ACTIVITY
For the material below, state how many lines have the word "Mickiewicza" in them, with no other words.

INFORMATION PROVIDED
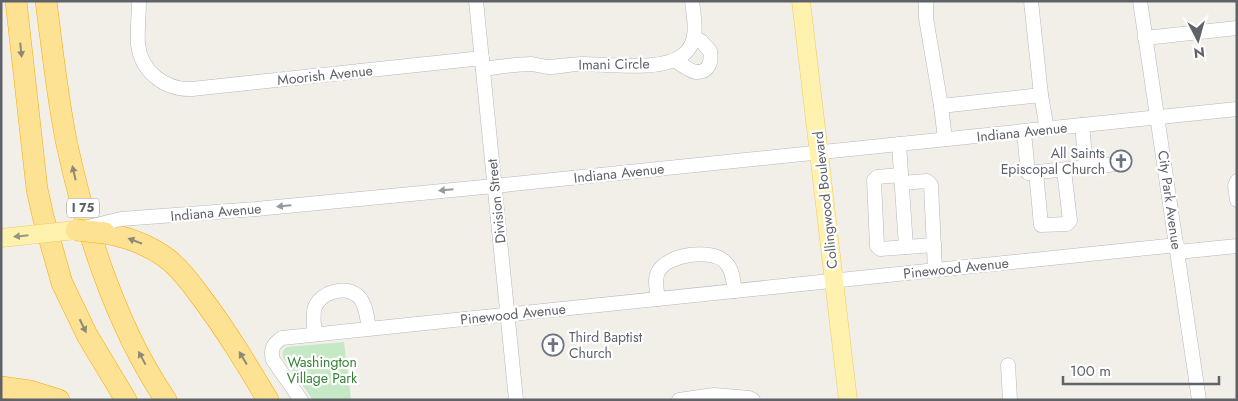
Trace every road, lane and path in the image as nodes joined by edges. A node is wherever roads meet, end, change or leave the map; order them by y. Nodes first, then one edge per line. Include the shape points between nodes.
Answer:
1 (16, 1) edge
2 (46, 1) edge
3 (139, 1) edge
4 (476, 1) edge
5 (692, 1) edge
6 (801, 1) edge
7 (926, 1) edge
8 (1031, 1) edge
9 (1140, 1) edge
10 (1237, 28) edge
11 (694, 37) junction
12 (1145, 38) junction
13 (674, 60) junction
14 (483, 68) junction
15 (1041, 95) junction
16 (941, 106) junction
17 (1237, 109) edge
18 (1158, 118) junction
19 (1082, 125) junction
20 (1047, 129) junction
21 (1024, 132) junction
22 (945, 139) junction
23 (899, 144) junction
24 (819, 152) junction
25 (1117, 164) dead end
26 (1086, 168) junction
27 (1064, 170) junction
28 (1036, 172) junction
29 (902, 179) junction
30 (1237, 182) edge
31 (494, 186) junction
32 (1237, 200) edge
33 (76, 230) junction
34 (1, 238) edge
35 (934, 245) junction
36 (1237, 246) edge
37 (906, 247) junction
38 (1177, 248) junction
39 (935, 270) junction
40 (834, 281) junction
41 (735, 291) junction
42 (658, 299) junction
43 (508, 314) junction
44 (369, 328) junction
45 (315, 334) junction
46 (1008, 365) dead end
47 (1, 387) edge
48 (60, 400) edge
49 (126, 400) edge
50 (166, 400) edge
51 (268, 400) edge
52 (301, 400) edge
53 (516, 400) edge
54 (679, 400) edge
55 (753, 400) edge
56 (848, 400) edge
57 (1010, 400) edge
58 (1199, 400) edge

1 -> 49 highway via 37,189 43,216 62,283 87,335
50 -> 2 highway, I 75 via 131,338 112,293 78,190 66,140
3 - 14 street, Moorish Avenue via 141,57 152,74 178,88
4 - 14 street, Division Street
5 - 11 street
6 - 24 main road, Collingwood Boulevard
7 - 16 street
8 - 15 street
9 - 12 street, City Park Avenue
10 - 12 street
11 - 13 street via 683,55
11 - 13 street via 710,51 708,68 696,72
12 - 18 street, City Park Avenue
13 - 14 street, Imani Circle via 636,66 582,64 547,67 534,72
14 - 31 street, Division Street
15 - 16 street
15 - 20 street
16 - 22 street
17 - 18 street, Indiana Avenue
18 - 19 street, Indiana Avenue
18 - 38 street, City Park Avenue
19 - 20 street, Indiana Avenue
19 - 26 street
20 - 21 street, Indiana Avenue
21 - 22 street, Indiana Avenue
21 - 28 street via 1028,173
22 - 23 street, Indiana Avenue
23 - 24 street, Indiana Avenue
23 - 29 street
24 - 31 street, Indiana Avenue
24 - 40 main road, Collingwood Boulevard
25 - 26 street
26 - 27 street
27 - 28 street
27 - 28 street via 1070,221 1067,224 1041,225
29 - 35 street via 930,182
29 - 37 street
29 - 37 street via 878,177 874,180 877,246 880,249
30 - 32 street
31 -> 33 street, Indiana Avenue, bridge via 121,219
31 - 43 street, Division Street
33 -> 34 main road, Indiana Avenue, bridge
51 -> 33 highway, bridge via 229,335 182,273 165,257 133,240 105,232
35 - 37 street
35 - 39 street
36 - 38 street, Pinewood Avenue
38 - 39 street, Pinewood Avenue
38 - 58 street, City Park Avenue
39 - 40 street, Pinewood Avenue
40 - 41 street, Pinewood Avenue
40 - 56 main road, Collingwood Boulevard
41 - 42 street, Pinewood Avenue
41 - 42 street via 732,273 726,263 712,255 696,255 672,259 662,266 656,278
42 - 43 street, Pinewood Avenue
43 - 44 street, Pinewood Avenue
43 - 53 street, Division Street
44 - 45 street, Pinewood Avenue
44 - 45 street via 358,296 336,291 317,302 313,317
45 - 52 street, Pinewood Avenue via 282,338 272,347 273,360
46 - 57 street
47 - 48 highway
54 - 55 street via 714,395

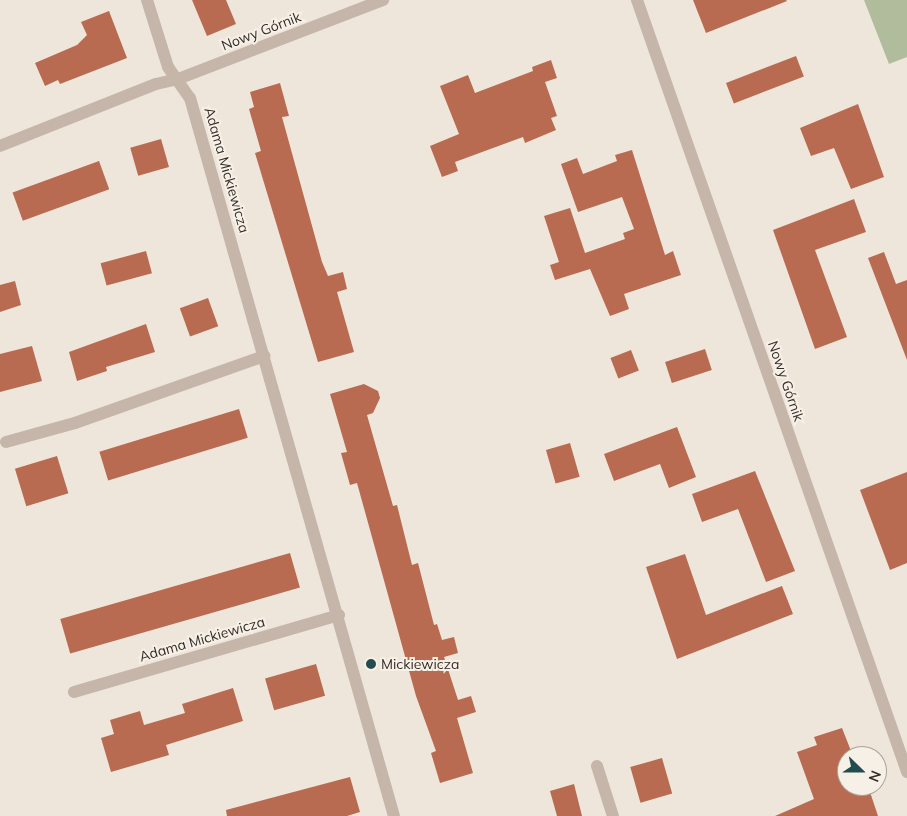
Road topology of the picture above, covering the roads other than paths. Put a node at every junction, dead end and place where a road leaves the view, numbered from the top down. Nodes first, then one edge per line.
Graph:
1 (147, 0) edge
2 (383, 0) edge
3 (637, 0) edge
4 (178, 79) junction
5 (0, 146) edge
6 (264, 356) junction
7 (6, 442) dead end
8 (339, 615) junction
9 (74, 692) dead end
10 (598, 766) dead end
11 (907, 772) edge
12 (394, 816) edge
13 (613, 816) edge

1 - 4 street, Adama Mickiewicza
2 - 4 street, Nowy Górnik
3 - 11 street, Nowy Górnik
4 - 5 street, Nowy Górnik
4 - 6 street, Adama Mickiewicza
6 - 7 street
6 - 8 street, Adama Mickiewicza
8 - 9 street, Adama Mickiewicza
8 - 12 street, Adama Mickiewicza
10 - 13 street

RESULT OF THIS EXERCISE
5